__PROVIDED MATERIAL__
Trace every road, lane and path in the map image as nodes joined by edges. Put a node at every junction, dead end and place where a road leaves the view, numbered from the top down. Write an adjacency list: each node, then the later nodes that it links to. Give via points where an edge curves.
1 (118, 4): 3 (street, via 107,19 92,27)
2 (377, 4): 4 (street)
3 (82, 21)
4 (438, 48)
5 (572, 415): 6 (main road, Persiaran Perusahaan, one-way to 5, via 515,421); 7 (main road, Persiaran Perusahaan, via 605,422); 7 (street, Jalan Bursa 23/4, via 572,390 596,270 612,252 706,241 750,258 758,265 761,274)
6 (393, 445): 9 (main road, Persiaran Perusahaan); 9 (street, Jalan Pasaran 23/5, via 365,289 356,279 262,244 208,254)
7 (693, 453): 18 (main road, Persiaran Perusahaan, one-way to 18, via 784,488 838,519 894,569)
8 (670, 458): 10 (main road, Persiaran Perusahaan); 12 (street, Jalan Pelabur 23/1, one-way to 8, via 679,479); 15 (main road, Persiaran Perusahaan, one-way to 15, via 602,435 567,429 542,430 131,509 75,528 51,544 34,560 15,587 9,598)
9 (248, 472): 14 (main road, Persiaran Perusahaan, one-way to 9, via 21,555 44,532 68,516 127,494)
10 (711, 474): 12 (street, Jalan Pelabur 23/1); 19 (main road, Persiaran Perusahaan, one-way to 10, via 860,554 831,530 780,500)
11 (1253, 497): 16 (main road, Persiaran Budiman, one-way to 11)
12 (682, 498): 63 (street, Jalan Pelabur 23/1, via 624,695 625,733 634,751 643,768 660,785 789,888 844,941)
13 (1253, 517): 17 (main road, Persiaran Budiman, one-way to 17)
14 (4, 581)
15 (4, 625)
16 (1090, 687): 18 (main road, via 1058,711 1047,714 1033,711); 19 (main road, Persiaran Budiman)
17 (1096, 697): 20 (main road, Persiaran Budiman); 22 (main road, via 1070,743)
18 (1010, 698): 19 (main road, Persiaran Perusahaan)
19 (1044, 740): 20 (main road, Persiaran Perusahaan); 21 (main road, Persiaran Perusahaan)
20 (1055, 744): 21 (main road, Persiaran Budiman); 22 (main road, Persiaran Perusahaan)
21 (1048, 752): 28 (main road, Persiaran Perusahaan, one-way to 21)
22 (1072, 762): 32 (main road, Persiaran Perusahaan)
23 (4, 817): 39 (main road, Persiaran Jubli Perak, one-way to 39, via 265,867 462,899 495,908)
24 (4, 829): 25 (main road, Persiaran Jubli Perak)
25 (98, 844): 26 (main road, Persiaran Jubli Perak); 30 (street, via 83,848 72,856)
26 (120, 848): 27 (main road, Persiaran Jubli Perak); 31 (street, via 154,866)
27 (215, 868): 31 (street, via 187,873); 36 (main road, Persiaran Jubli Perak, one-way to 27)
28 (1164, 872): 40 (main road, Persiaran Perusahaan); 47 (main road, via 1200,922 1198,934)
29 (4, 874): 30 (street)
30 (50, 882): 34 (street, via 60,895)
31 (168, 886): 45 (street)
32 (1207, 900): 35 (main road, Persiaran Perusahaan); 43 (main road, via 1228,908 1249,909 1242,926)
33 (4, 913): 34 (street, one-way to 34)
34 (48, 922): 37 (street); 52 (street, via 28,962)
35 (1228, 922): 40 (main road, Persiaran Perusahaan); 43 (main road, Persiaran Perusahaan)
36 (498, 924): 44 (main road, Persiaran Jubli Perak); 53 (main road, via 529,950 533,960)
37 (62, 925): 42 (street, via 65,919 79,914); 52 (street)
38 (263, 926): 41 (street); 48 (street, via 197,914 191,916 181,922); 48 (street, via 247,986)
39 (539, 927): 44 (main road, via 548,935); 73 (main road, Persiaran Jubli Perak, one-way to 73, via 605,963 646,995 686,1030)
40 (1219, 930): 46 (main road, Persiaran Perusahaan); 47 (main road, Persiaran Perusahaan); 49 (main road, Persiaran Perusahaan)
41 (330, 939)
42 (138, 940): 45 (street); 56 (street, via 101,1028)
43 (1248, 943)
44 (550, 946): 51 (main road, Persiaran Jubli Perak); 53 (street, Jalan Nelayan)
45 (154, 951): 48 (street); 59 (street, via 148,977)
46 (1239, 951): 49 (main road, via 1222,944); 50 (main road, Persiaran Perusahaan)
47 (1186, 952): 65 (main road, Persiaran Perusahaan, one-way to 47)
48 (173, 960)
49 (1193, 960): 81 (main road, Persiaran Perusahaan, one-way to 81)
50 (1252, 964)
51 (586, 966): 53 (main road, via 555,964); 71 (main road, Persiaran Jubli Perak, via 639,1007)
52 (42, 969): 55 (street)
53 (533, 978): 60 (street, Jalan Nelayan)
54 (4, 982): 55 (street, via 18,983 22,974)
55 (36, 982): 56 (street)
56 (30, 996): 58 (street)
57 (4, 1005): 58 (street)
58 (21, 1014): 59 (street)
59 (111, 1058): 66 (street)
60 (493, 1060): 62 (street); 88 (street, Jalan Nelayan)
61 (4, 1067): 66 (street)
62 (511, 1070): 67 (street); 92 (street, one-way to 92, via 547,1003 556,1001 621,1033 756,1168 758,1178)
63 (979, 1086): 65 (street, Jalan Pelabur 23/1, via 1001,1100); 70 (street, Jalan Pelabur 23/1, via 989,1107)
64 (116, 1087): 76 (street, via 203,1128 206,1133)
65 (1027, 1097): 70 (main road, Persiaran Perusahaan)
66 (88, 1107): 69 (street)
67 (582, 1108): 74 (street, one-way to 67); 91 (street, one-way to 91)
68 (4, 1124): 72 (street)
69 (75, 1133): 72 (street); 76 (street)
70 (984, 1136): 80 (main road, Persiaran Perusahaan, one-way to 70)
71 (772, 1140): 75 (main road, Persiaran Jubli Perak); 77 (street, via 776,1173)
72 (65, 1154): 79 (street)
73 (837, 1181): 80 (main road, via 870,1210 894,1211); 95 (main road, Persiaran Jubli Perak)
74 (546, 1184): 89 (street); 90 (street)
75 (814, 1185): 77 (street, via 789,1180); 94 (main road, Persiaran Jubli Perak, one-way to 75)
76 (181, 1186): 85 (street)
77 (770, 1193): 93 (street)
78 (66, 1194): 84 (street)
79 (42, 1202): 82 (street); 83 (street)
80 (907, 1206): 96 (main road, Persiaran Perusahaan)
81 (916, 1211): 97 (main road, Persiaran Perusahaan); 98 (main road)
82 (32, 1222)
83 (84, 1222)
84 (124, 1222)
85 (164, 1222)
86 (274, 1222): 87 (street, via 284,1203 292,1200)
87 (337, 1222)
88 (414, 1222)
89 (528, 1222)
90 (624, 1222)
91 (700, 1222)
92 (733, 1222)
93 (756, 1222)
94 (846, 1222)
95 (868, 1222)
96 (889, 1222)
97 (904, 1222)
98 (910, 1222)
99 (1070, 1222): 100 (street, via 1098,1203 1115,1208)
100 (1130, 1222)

__PROBLEM REQUIREMENTS__
Lines with the string "Budiman" in the data above: say how many there are, giving the number alone.

__WRITTEN RESPONSE__
5